The method generally begins with a broad sampling of the solution phase space. Information gained from early calculations is used to try to guess new low energy candidate structures. The ability to make such inferences relies on some characterization of or knowledge about the structure of the energy landscape, as described in Sect. 1.1. In the evolutionary approach, we leverage the power of biological evolution to search for low energy structures. Parent structures that are good solutions to the problem are varied and combined in such a way so as to pass down their traits to children. In this way, favorable properties are propagated in the population while unfavorable ones tend to die out. The parent selection and variation operators are very important to the success of this approach, and the most common and successful variation operators take advantage of the partial spatial separability of the energy minimization problem. These and other methodological issues were discussed in Sect. 2.
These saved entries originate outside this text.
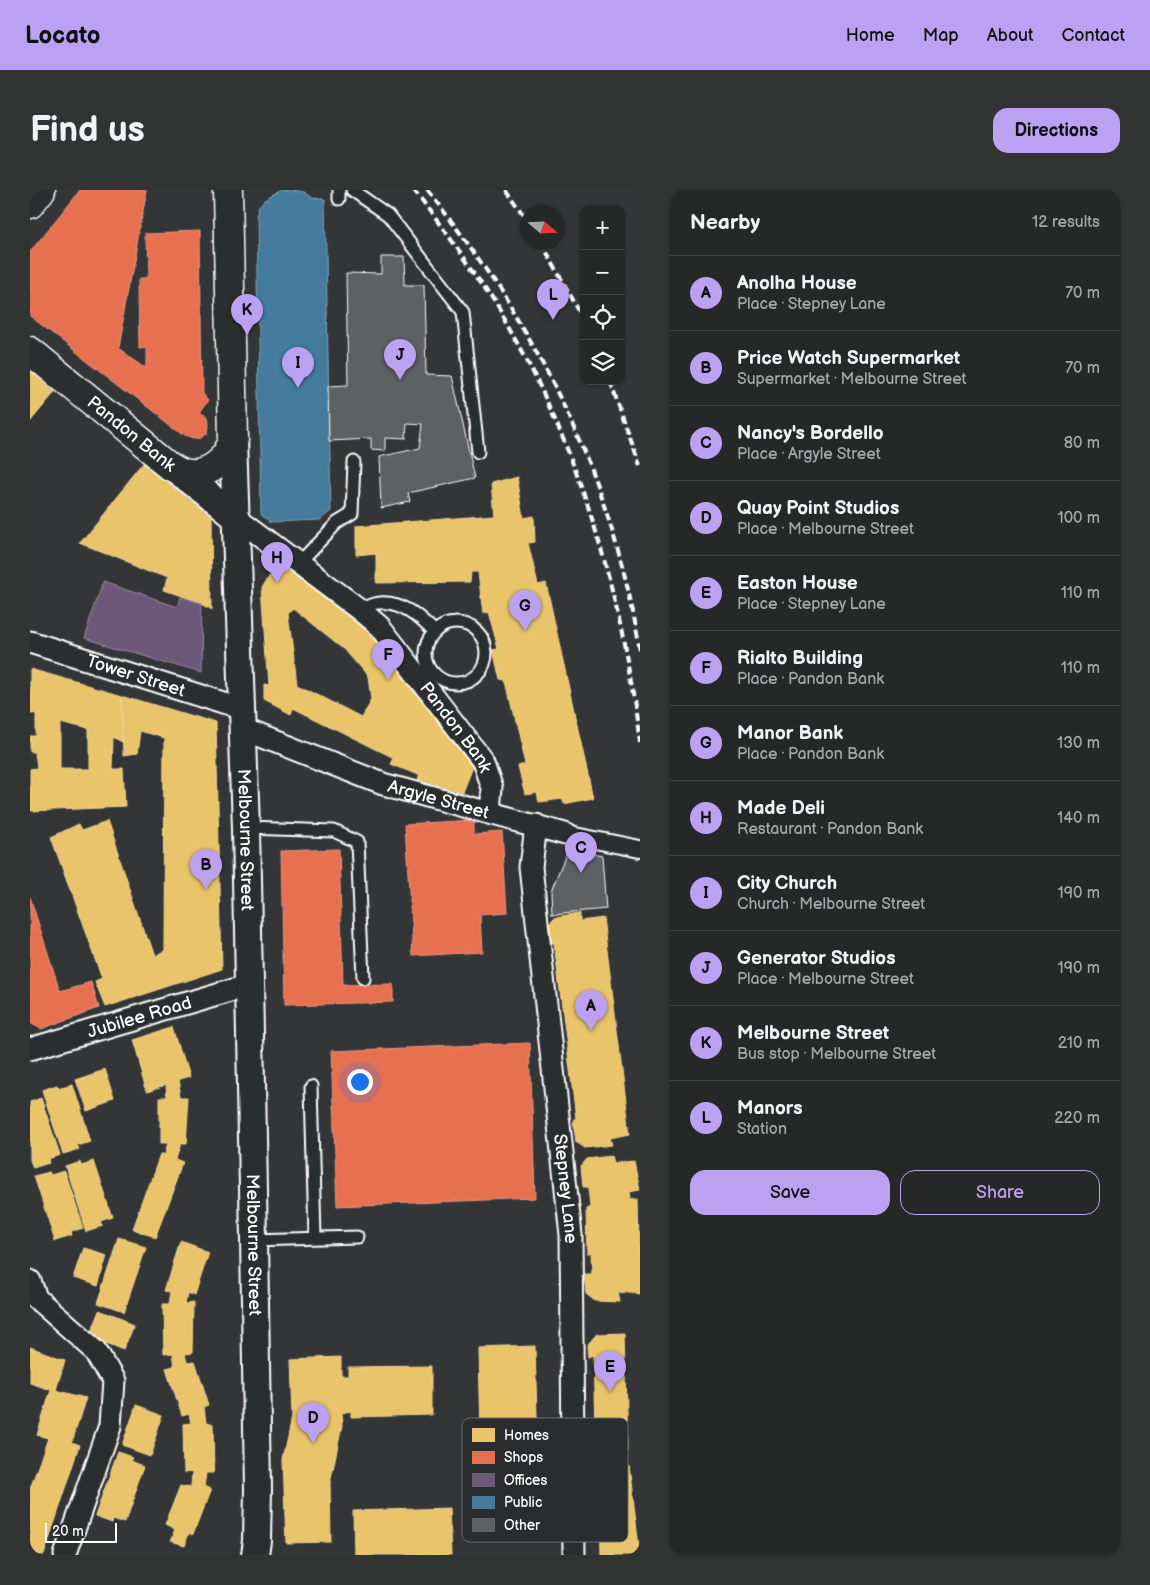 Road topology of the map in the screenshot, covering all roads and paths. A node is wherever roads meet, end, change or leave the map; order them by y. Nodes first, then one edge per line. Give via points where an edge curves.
1 (41, 190) edge
2 (352, 190) edge
3 (231, 193) edge
4 (30, 204) edge
5 (30, 351) edge
6 (233, 439) junction
7 (478, 452) dead end
8 (354, 462) dead end
9 (170, 466) junction
10 (237, 518) junction
11 (298, 564) junction
12 (360, 610) junction
13 (435, 632) junction
14 (30, 642) edge
15 (242, 719) junction
16 (490, 812) junction
17 (536, 825) junction
18 (246, 828) junction
19 (565, 834) joint
20 (640, 849) edge
21 (363, 978) dead end
22 (248, 984) junction
23 (30, 1049) edge
24 (311, 1086) dead end
25 (357, 1237) dead end
26 (315, 1238) junction
27 (254, 1240) junction
28 (30, 1281) edge
29 (573, 1418) edge
30 (574, 1542) edge
31 (65, 1555) edge
32 (255, 1555) edge
33 (574, 1555) edge

1 - 4 main road
2 - 7 lane via 388,215 463,312
3 - 6 main road, Melbourne Street
5 - 9 main road, Pandon Bank
6 - 9 main road, Pandon Bank via 227,454 204,471 183,472
6 - 10 street, Melbourne Street
8 - 11 lane via 352,514 336,523
9 - 10 street
10 - 11 street, Pandon Bank
10 - 15 street, Melbourne Street
11 - 12 street, Pandon Bank
12 - 13 lane via 377,603 399,605 418,615
12 - 16 street, Pandon Bank via 380,627 483,761 492,788
13 - 13 lane via 427,645 426,655 435,675 453,683 468,681 477,675 484,666 486,649 484,639 476,630 462,623 447,624
14 - 15 street, Tower Street
15 - 16 street, Argyle Street via 383,784
15 - 18 street, Melbourne Street
16 - 17 street, Argyle Street
17 - 19 street, Argyle Street
17 - 29 street, Stepney Lane via 531,867 571,1235
18 - 21 lane via 334,831 357,842
18 - 22 street, Melbourne Street
19 - 20 street, Argyle Street
22 - 23 street, Jubilee Road
22 - 27 street, Melbourne Street
24 - 26 lane
25 - 26 lane
26 - 27 lane
27 - 32 street, Melbourne Street via 258,1489
28 - 31 street via 36,1298 96,1351 113,1381 110,1426
30 - 33 street, Stepney Lane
In Sect. 6 we reviewed many applications of the method to systems of fundamental scientific as well as technological interest. As the field has begun to mature, researchers have had many successes in practical applications. Several publicly available software packages for performing these calculations exist and are described in Sect. 5. However, evolutionary algorithms are not yet a commodity method, and an understanding of the methodology remains helpful for obtaining best results.
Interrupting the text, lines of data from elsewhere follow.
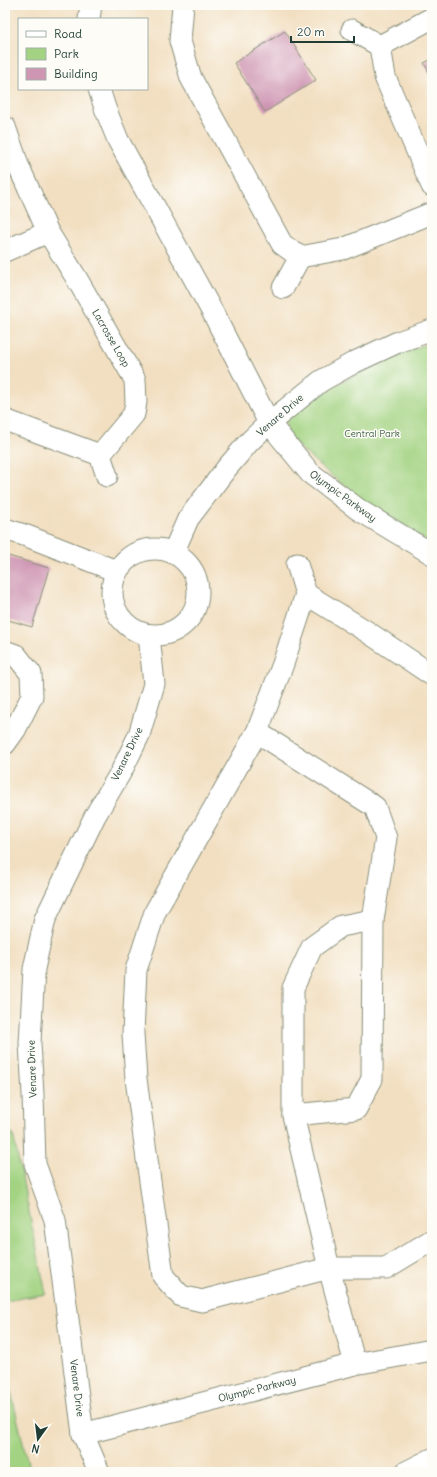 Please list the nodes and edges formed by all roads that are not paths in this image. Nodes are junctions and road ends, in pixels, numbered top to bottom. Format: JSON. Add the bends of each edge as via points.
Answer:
{"nodes":[{"id":1,"x":91,"y":5,"type":"edge"},
{"id":2,"x":182,"y":5,"type":"edge"},
{"id":3,"x":89,"y":18,"type":"edge"},
{"id":4,"x":432,"y":18,"type":"edge"},
{"id":5,"x":352,"y":30,"type":"dead end"},
{"id":6,"x":380,"y":46,"type":"junction"},
{"id":7,"x":99,"y":90,"type":"edge"},
{"id":8,"x":5,"y":127,"type":"edge"},
{"id":9,"x":11,"y":167,"type":"edge"},
{"id":10,"x":432,"y":186,"type":"edge"},
{"id":11,"x":432,"y":213,"type":"edge"},
{"id":12,"x":48,"y":232,"type":"junction"},
{"id":13,"x":5,"y":251,"type":"edge"},
{"id":14,"x":300,"y":257,"type":"junction"},
{"id":15,"x":283,"y":288,"type":"dead end"},
{"id":16,"x":432,"y":330,"type":"edge"},
{"id":17,"x":5,"y":420,"type":"edge"},
{"id":18,"x":268,"y":423,"type":"junction"},
{"id":19,"x":100,"y":456,"type":"junction"},
{"id":20,"x":107,"y":476,"type":"dead end"},
{"id":21,"x":5,"y":529,"type":"edge"},
{"id":22,"x":173,"y":553,"type":"junction"},
{"id":23,"x":432,"y":554,"type":"edge"},
{"id":24,"x":297,"y":564,"type":"dead end"},
{"id":25,"x":116,"y":571,"type":"junction"},
{"id":26,"x":306,"y":594,"type":"junction"},
{"id":27,"x":149,"y":635,"type":"junction"},
{"id":28,"x":5,"y":651,"type":"edge"},
{"id":29,"x":432,"y":675,"type":"edge"},
{"id":30,"x":257,"y":732,"type":"junction"},
{"id":31,"x":5,"y":744,"type":"edge"},
{"id":32,"x":373,"y":920,"type":"junction"},
{"id":33,"x":293,"y":1115,"type":"junction"},
{"id":34,"x":432,"y":1240,"type":"edge"},
{"id":35,"x":329,"y":1268,"type":"junction"},
{"id":36,"x":432,"y":1350,"type":"edge"},
{"id":37,"x":355,"y":1364,"type":"junction"},
{"id":38,"x":83,"y":1434,"type":"junction"},
{"id":39,"x":432,"y":1459,"type":"edge"},
{"id":40,"x":99,"y":1472,"type":"edge"},
{"id":41,"x":406,"y":1472,"type":"edge"}],
"edges":[{"from":1,"to":3,"type":"street"},
{"from":2,"to":14,"type":"street","via":[[180,42],[191,78],[282,244]]},
{"from":4,"to":6,"type":"street"},
{"from":5,"to":6,"type":"street"},
{"from":6,"to":10,"type":"street","via":[[385,77]]},
{"from":7,"to":18,"type":"street","name":"Olympic Parkway","via":[[118,140],[213,313]]},
{"from":8,"to":9,"type":"street","name":"Lacrosse Loop"},
{"from":9,"to":12,"type":"street","name":"Lacrosse Loop"},
{"from":11,"to":14,"type":"street","via":[[343,249]]},
{"from":12,"to":13,"type":"street"},
{"from":12,"to":19,"type":"street","name":"Lacrosse Loop","via":[[135,380],[134,414]]},
{"from":14,"to":15,"type":"street"},
{"from":16,"to":18,"type":"street","name":"Venare Drive","via":[[398,342],[321,381]]},
{"from":17,"to":19,"type":"street"},
{"from":18,"to":22,"type":"street","name":"Venare Drive","via":[[226,469],[188,519]]},
{"from":18,"to":23,"type":"street","name":"Olympic Parkway","via":[[310,474],[359,510]]},
{"from":19,"to":20,"type":"street"},
{"from":21,"to":25,"type":"street"},
{"from":22,"to":25,"type":"street","via":[[147,549],[135,553]]},
{"from":22,"to":27,"type":"street","via":[[184,560],[193,571],[198,584],[198,597],[187,622],[163,635]]},
{"from":24,"to":26,"type":"street"},
{"from":25,"to":27,"type":"street","via":[[112,584],[116,612],[124,623],[136,631]]},
{"from":26,"to":29,"type":"street"},
{"from":26,"to":30,"type":"street"},
{"from":27,"to":38,"type":"street","name":"Venare Drive","via":[[154,684],[139,735],[95,816],[45,919],[34,969],[30,1043],[35,1164],[55,1220]]},
{"from":28,"to":31,"type":"street","via":[[16,655],[31,674],[32,696]]},
{"from":30,"to":32,"type":"street","via":[[375,807],[386,838]]},
{"from":30,"to":35,"type":"street","via":[[155,912],[136,970],[133,1034],[137,1087],[163,1276],[181,1296],[202,1301]]},
{"from":32,"to":33,"type":"street","via":[[341,926],[312,947],[293,988]]},
{"from":32,"to":33,"type":"street","via":[[372,1079],[356,1109]]},
{"from":33,"to":35,"type":"street"},
{"from":34,"to":35,"type":"street","via":[[386,1268]]},
{"from":35,"to":37,"type":"street"},
{"from":36,"to":37,"type":"street","name":"Olympic Parkway"},
{"from":37,"to":38,"type":"street","name":"Olympic Parkway"},
{"from":38,"to":40,"type":"street","name":"Venare Drive"},
{"from":39,"to":41,"type":"street"}]} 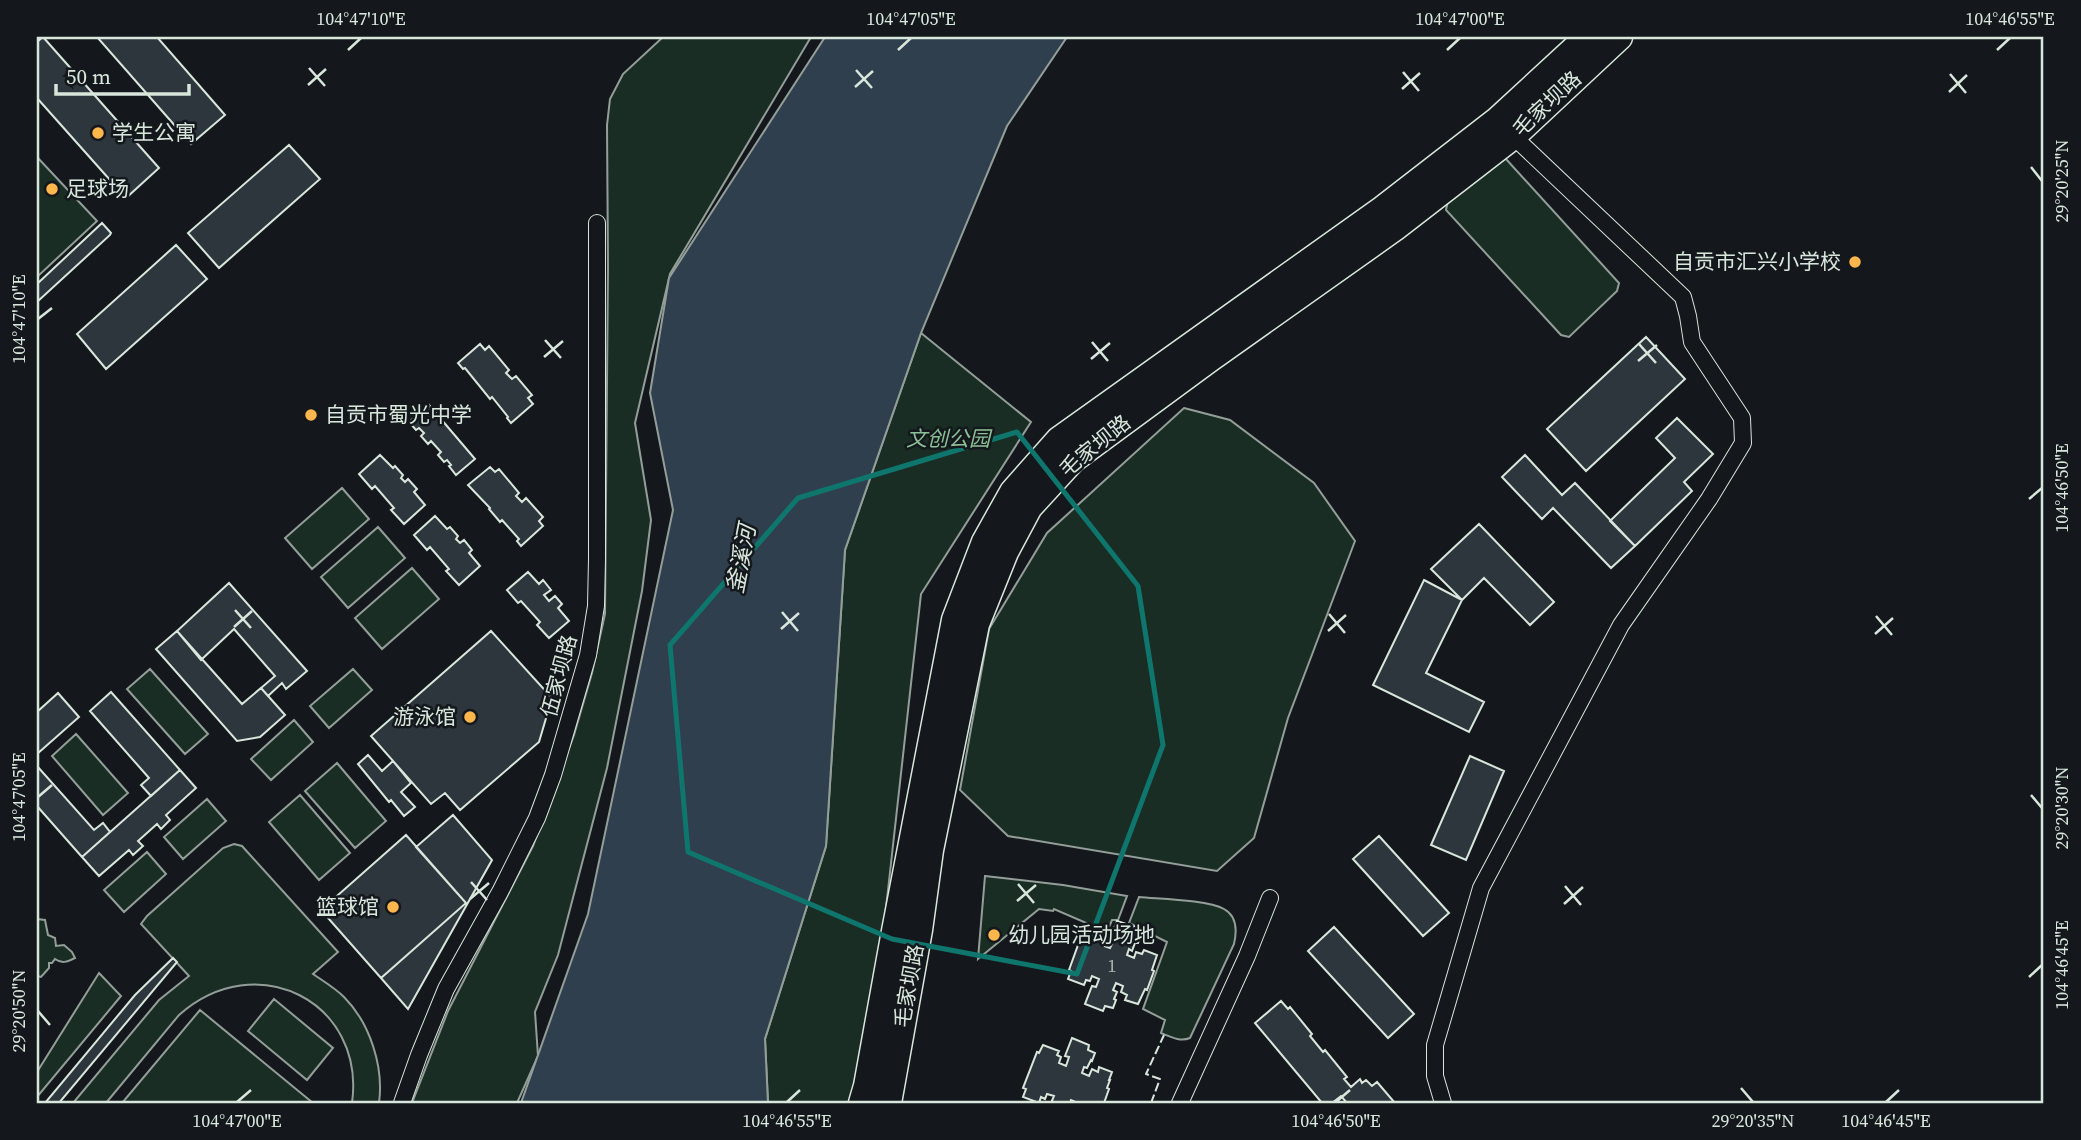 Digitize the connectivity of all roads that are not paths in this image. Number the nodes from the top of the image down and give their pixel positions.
1 (1588, 37) edge
2 (1619, 37) edge
3 (1513, 136) junction
4 (597, 223) dead end
5 (1269, 898) dead end
6 (402, 1103) edge
7 (862, 1103) edge
8 (888, 1103) edge
9 (1180, 1103) edge
10 (1443, 1103) edge

1 - 7 main road, 毛家坝路
2 - 3 main road, 毛家坝路
3 - 8 main road, 毛家坝路
3 - 10 street
4 - 6 street, 伍家坝路
5 - 9 street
A number of challenges remain. Since ab initio energy calculations are the most expensive part of the method, reducing the number of these necessary to obtain high quality predictions is the focus of methodological developments. The energy and relaxed structure are a small subset of the information provided by ab initio calculations, so the opportunity exists to improve results by making better use of the full set of data. Increasing the efficiency of the search through solution representation and variation operators is also a promising avenue of improvement. Searching over structures' compositional degrees of freedom remains inefficient since there is no local relaxation of these parameters, and the energy landscape has little structure with respect to them. This makes prediction of the number of atoms in the unit cell and phase diagram prediction challenging, as discussed in Sect. 3.

Although they lie beyond the scope of this review and volume, uses of evolutionary algorithms to predict the atomic structures of other systems, such as surfaces, 1D and 2D materials, atomic clusters, or molecules, etc., are also important and active areas of research. A primary goal of computational materials science is to find materials with desirable properties, and structure prediction is a necessary early step in first principles prediction of materials' properties. Evolutionary algorithms have turned out to be a useful global optimization method for addressing the structure prediction problem.